Creature information
- Grouping: Ghost

Origin
- First attested: 1822
- Country: United States
- Region: Pawleys Island, South Carolina

= The Gray Man (ghost) =

Paranormal apparition

In South Carolina ghostlore, the Gray Man is a ghost reportedly seen on the coast of Pawleys Island, South Carolina, that warns residents of coming severe storms and hurricanes. Although there are many variations of the legend, most say the Gray Man was first seen in 1822, three years before the town government was incorporated. The last reported sighting was just before Hurricane Florence hit in 2018 and previously just before Hurricane Hugo hit the area in 1989.

==History and legend==

Legend holds that the Gray Man is the ghost of a young man traveling from Charleston to see his fiancée in 1822. On the way, he and his horse were caught in quicksand-like pluff mud in the marshes before Pawley's Island, and died. His spirit has haunted the shore nearby ever since, looking for the girl he loved.

The legend appears to have first entered print in Julian Stevenson Bolick's book Waccamaw Plantations, published in 1946, and was repeated more elaborately in his 1956 book of ghost stories.

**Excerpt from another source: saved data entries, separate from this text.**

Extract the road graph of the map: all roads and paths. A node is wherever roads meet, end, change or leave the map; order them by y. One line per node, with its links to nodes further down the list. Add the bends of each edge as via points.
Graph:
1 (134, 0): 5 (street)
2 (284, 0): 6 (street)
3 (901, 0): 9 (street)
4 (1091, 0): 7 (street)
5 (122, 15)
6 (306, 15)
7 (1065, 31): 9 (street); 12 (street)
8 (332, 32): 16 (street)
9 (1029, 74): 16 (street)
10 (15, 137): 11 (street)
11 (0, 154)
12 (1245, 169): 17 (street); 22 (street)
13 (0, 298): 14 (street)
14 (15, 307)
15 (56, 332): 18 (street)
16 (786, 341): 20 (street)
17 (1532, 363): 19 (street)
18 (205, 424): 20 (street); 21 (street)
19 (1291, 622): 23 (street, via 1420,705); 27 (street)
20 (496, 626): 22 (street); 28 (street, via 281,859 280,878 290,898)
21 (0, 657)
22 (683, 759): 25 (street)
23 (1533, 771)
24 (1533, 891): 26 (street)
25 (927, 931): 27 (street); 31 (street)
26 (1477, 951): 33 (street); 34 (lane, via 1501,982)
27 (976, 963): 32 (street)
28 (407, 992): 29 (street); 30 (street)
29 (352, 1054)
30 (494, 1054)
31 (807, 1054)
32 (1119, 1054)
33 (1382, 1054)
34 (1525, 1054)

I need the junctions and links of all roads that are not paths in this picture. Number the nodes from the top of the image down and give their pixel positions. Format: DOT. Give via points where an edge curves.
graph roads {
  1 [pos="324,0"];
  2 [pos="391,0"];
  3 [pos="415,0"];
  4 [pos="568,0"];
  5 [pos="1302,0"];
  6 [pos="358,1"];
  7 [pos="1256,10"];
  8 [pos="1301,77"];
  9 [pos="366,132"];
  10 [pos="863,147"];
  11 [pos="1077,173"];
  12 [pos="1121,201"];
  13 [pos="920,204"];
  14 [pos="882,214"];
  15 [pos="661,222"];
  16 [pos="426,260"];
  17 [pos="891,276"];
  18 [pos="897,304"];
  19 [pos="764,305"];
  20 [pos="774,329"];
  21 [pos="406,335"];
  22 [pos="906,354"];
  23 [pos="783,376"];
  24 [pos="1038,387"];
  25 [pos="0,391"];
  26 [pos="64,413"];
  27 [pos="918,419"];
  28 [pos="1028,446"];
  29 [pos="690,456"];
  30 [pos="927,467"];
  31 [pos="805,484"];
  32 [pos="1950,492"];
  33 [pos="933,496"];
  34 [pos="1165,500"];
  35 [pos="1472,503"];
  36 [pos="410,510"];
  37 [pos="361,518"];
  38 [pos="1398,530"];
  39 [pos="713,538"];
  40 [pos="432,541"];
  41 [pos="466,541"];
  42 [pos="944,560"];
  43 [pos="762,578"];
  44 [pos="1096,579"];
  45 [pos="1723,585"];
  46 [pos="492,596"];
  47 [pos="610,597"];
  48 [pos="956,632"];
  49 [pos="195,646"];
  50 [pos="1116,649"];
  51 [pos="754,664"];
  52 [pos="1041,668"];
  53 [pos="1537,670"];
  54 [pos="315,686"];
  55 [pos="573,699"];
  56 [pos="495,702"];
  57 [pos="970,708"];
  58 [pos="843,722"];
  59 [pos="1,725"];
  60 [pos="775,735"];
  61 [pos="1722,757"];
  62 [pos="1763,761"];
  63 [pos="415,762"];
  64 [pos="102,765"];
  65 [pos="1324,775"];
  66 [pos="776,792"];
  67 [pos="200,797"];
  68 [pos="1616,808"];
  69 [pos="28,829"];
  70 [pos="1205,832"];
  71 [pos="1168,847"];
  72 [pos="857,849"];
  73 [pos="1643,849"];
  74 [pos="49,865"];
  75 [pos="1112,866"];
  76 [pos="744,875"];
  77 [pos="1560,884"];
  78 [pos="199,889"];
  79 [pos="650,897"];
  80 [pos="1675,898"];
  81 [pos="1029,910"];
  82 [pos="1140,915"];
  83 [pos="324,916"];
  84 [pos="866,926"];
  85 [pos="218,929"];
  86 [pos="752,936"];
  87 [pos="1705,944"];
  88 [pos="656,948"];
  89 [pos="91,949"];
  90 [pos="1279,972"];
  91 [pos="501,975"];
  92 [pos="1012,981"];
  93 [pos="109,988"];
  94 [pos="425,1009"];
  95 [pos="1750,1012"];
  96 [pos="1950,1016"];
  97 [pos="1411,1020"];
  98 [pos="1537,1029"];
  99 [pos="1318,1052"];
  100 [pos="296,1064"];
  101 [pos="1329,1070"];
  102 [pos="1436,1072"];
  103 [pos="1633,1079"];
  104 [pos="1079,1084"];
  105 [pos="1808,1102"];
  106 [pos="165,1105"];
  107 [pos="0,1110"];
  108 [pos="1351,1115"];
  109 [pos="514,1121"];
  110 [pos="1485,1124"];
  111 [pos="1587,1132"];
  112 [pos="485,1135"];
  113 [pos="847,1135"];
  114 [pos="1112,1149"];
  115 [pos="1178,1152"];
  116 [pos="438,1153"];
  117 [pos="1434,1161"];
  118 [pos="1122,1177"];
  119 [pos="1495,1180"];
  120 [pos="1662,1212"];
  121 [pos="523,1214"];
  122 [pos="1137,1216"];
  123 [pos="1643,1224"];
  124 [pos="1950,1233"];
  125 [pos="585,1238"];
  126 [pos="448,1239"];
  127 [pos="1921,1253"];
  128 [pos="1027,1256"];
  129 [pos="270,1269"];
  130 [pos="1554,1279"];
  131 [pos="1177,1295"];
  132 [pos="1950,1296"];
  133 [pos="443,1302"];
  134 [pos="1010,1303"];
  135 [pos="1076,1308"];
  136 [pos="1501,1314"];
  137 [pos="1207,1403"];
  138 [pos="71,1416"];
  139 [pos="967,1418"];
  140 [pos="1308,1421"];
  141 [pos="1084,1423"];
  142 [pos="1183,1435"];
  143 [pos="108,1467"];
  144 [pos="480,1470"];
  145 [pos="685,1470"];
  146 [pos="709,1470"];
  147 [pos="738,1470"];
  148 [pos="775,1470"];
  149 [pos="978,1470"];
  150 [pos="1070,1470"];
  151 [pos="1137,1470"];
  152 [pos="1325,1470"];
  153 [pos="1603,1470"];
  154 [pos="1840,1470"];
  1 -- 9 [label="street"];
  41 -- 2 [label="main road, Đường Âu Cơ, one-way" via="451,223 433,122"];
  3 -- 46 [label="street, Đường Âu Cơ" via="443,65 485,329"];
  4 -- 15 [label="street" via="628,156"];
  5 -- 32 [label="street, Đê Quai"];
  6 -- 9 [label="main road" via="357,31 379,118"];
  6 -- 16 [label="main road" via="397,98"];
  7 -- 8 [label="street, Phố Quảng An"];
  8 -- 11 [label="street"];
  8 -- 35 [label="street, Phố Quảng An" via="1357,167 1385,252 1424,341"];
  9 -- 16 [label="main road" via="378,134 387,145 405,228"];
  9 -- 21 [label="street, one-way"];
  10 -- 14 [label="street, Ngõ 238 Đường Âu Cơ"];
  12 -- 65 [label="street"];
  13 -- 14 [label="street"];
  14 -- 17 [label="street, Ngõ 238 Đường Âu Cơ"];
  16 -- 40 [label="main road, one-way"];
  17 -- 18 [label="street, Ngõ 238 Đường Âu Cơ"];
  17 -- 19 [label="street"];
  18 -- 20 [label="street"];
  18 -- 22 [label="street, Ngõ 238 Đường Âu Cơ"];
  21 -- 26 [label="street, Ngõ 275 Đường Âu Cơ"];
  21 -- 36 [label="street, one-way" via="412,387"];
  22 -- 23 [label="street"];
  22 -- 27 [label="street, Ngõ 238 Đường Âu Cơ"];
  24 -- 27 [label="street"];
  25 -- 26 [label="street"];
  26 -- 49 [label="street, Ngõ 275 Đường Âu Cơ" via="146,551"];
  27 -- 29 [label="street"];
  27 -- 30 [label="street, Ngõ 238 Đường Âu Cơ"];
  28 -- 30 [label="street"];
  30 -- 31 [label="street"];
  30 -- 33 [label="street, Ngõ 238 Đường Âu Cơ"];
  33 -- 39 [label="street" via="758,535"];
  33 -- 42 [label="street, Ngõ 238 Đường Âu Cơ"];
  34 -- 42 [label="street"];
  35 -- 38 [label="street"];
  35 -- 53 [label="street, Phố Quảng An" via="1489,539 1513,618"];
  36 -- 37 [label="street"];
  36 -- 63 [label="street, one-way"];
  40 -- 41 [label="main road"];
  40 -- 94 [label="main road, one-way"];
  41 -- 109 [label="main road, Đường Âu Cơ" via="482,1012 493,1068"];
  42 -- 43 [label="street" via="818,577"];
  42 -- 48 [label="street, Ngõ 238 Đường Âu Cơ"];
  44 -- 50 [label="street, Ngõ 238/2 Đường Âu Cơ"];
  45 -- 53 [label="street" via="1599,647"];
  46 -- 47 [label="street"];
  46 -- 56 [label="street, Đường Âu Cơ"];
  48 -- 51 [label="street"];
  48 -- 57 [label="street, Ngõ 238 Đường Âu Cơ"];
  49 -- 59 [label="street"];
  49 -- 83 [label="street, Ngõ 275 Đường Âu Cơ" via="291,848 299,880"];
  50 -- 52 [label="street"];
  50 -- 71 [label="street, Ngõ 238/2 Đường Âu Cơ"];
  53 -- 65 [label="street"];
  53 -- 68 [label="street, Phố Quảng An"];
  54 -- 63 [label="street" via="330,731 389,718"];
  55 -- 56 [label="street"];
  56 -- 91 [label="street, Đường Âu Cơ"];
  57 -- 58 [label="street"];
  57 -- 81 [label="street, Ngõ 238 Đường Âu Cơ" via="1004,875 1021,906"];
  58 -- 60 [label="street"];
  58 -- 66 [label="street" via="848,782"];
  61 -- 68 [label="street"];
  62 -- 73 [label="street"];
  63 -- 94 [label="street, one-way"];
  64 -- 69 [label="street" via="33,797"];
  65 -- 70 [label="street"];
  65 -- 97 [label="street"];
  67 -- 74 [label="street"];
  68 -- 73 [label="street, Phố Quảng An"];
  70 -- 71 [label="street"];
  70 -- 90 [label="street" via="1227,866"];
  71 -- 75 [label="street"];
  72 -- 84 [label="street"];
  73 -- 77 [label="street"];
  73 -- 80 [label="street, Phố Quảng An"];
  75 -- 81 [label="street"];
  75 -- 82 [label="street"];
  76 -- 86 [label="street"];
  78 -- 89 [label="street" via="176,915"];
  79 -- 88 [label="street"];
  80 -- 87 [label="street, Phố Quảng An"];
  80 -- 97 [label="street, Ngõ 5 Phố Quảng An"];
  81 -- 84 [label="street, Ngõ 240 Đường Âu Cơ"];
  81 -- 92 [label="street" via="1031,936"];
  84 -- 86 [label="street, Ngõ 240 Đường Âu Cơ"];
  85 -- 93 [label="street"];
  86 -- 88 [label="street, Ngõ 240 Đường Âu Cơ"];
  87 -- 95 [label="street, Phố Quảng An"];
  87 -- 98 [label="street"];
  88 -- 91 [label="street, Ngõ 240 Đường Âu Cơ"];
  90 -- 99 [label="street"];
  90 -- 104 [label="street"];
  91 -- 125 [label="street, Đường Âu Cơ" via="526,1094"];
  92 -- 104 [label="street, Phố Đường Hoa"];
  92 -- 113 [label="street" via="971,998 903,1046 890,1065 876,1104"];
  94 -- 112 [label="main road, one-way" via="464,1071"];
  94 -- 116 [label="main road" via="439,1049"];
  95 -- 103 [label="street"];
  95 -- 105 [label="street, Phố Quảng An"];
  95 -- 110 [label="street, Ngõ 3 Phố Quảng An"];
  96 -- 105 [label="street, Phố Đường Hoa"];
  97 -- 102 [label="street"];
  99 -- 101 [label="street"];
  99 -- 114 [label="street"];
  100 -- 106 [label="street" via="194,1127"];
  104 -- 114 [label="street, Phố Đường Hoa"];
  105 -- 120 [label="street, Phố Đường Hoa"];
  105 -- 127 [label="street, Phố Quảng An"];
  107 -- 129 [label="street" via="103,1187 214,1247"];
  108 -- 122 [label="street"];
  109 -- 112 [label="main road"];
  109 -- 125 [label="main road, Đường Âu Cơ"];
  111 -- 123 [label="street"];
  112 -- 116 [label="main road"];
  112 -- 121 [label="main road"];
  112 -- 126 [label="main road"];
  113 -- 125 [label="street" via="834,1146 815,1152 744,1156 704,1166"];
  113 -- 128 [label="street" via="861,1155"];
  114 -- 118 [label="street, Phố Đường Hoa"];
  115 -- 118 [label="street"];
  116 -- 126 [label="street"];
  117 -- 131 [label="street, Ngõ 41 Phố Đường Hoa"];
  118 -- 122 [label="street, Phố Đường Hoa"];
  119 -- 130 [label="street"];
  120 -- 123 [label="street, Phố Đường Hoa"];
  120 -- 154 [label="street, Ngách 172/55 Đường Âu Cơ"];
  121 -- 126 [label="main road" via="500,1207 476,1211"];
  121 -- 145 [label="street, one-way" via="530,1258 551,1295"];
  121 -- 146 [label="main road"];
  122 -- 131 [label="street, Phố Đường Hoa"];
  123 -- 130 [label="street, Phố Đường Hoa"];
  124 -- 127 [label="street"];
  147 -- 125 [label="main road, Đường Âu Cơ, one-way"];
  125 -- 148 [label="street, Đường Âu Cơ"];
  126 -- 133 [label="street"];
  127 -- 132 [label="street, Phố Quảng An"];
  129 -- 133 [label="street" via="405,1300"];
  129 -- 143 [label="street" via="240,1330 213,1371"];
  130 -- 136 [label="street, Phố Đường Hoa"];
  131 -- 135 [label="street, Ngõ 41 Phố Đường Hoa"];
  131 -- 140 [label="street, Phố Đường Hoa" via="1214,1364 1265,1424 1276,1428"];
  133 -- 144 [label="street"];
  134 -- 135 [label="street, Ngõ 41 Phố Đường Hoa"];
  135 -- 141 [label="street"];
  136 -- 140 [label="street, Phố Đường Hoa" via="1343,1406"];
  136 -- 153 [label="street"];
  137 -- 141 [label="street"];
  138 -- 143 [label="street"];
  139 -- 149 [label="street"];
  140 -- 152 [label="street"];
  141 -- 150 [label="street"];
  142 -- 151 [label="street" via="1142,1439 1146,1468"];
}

The Gray Man received national attention just after Hurricane Hugo when residents Jim and Clara Moore were interviewed on the television show Unsolved Mysteries, which aired in 1990. They told their story about seeing the man on the beach and how he disappeared when they waved. Their house was spared in the storm while the homes of their neighbors were heavily damaged.

The Weather Channel aired a series in 2014, American Super/Natural, that devoted an entire episode to the Gray Man.

People who have allegedly encountered the spirit have credited him with saving them or their homes. Either they have come ashore or left the area and returned to find their homes and belongings unscathed by severe storms. He has been described as a man wearing gray clothing, a long coat, dressed "like a pirate," and sometimes as having no legs.